Turning Consumers Off

But outbound marketing is seen as overly aggressive, and this turns a lot of people off, especially younger consumers. Surveys show that a lot of people do their best to avoid it. Consider these facts:

  •       85% of TV viewers DVR favorite programs, and fast forward through commercials
  •       45% of direct mail never gets opened
  •       200 million people are on the national Do Not Call registry
  •       84% of 25­35 year olds are likely to leave a website with too much advertising

In sum, consumers do their best to shut out the marketing noise. It costs a lot of money to advertise on radio and TV, but as the numbers above indicate, all that outbound marketing effort may ultimately be futile.

Inbound Marketing: A Paradigm Shift

Shopping behavior has changed significantly due to the Internet. The ease of shopping online is simply unsurpassed. In the United States alone, Internet retail sales have grown steadily over the last couple of years, and that trend shows no sign of letting up.

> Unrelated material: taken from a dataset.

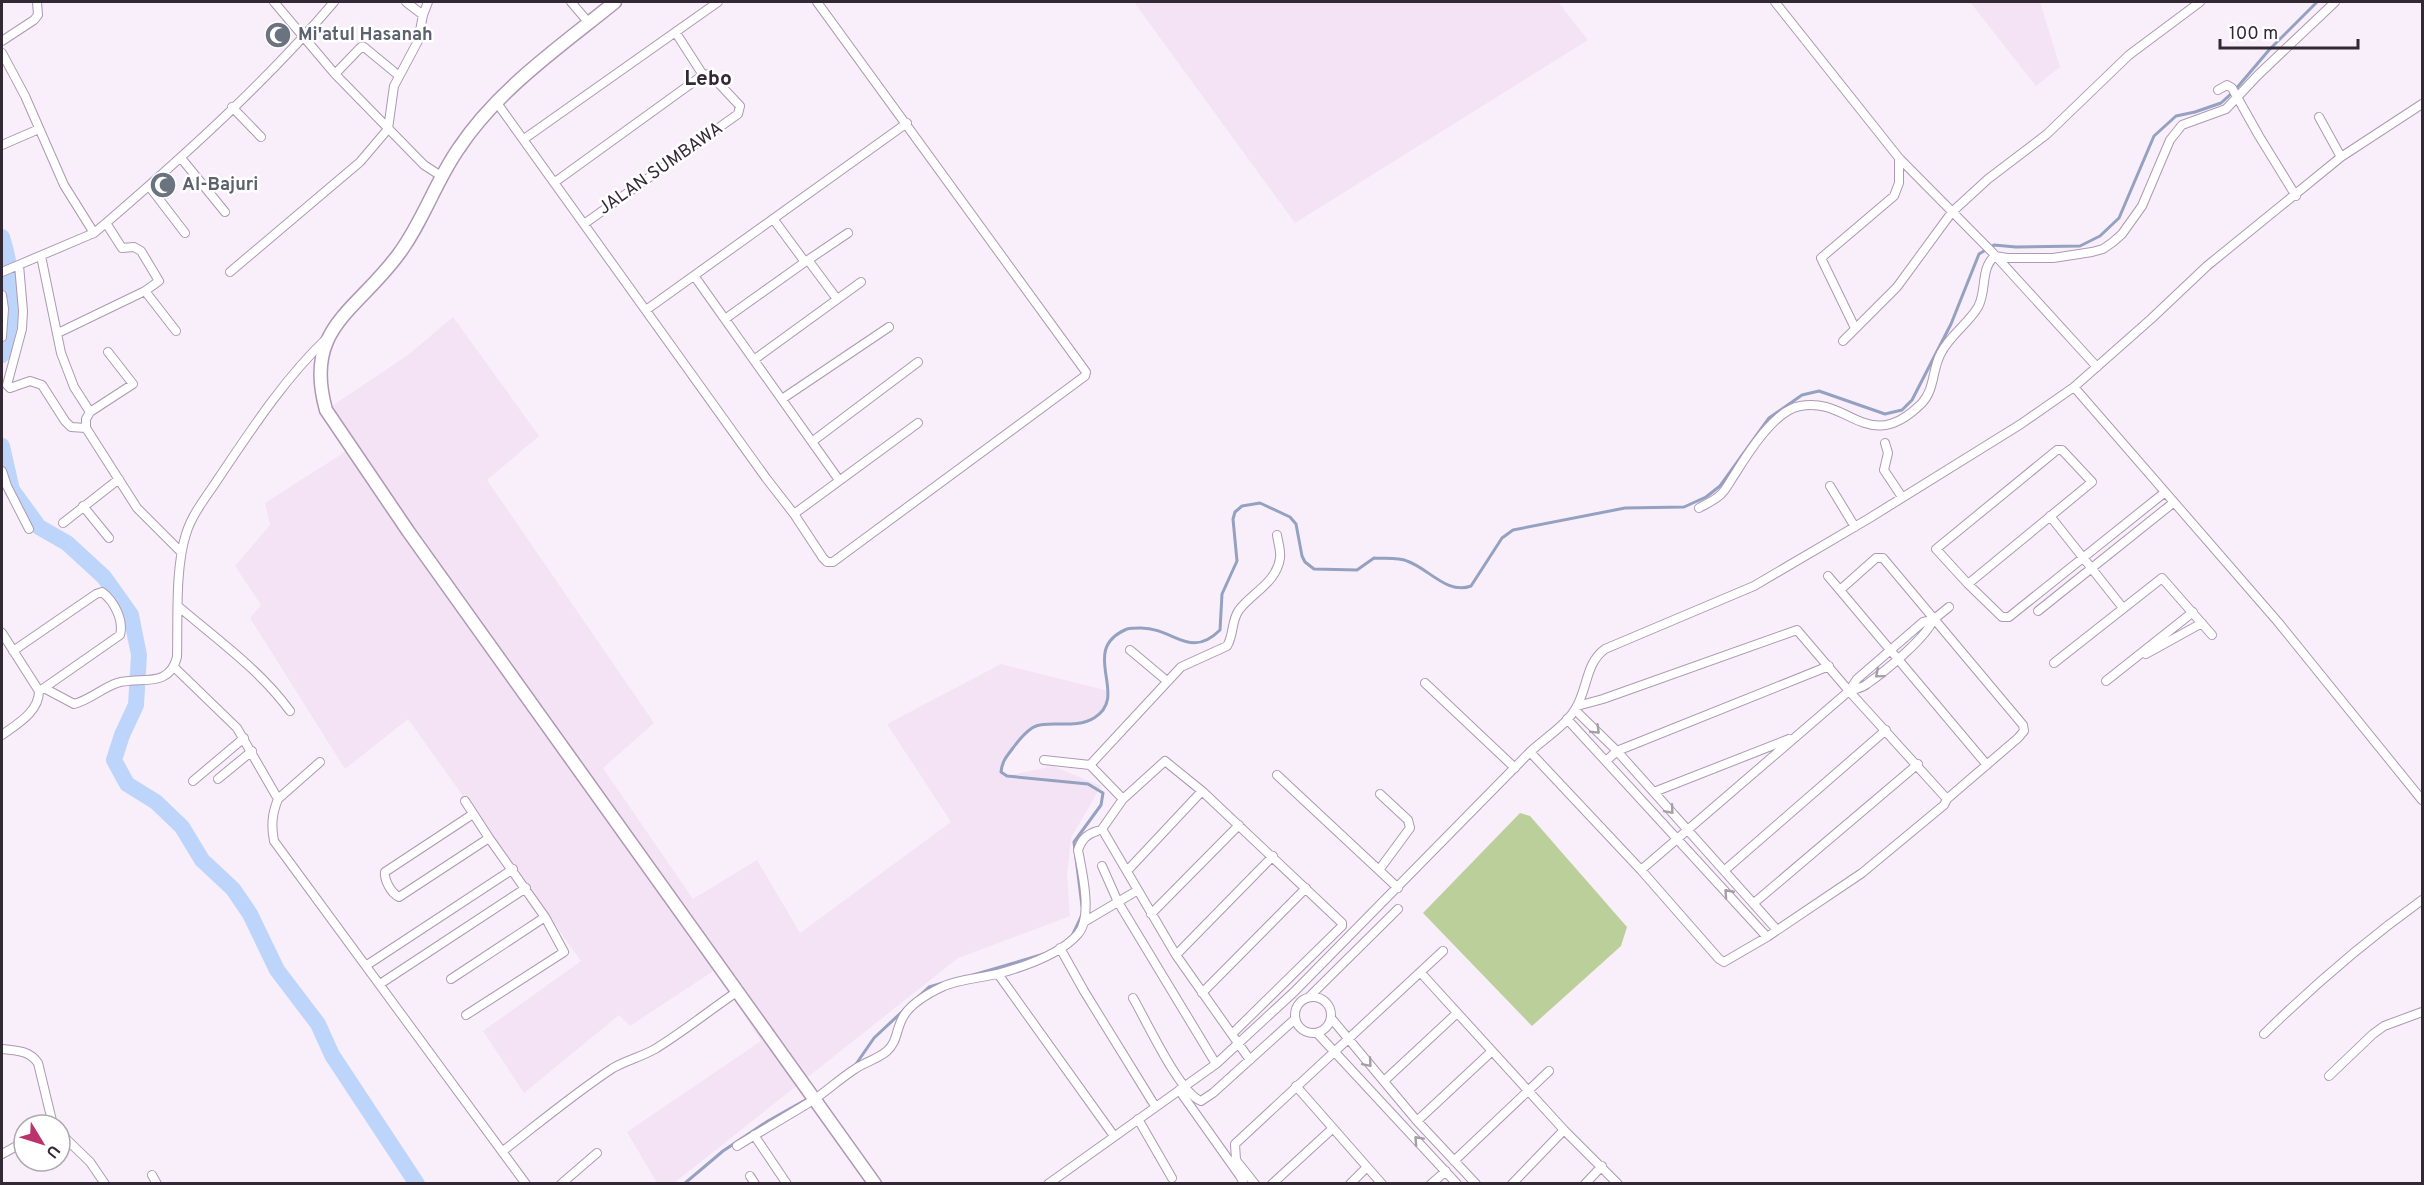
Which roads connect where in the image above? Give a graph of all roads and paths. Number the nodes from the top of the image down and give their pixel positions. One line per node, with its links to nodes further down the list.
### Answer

As online shopping has grown and changed, marketing has adapted itself to keep pace. Instead of trying to get the attention of customers, inbound marketers try to earn it. “My definition of inbound [marketing],” says Martin McDonald, the founder of WebMarketingSchool.com and an SEO professional, “revolves around being somewhere with the answer when someone is looking for it – not sticking an advert for a product or service in front of their faces.”

Get Yourself Found Online

Google

This is the key difference between outbound marketing and inbound marketing, and true believers say marketers who have embraced inbound show more respect for consumers than marketers have historically shown.

“Rather than doing outbound marketing to the masses of people who are trying to block you out,” Brian Halligan says, “I advocate doing inbound marketing, where you help yourself ‘get found’ by people already learning about and shopping in your industry.”

To achieve this, he explains, inbound marketers need to set their websites up like an industry hub. An industry hub will naturally attract visitors through search engines, blogging, and social media. “I believe most marketers today spend ninety percent of their efforts on outbound marketing and ten percent on inbound marketing, and I advocate that those ratios flip.”

New Possibilities

Hello sign

Inbound marketing is clearly the wave of the future. It opens up new possibilities for marketers to promote their products, in ways that consumers find the least intrusive, and thus the least offensive. It is much more cost-effective. Inbound marketing platforms like social media profiles, blogs, and promotional videos are a lot cheaper than traditional TV commercials and print ads.

An advocate once said that inbound marketing can attract customers the way that a magnet can attract a handful of nails. That isn’t much of an exaggeration. Inbound marketing works because it is directed at people who have already expressed an interest in a product.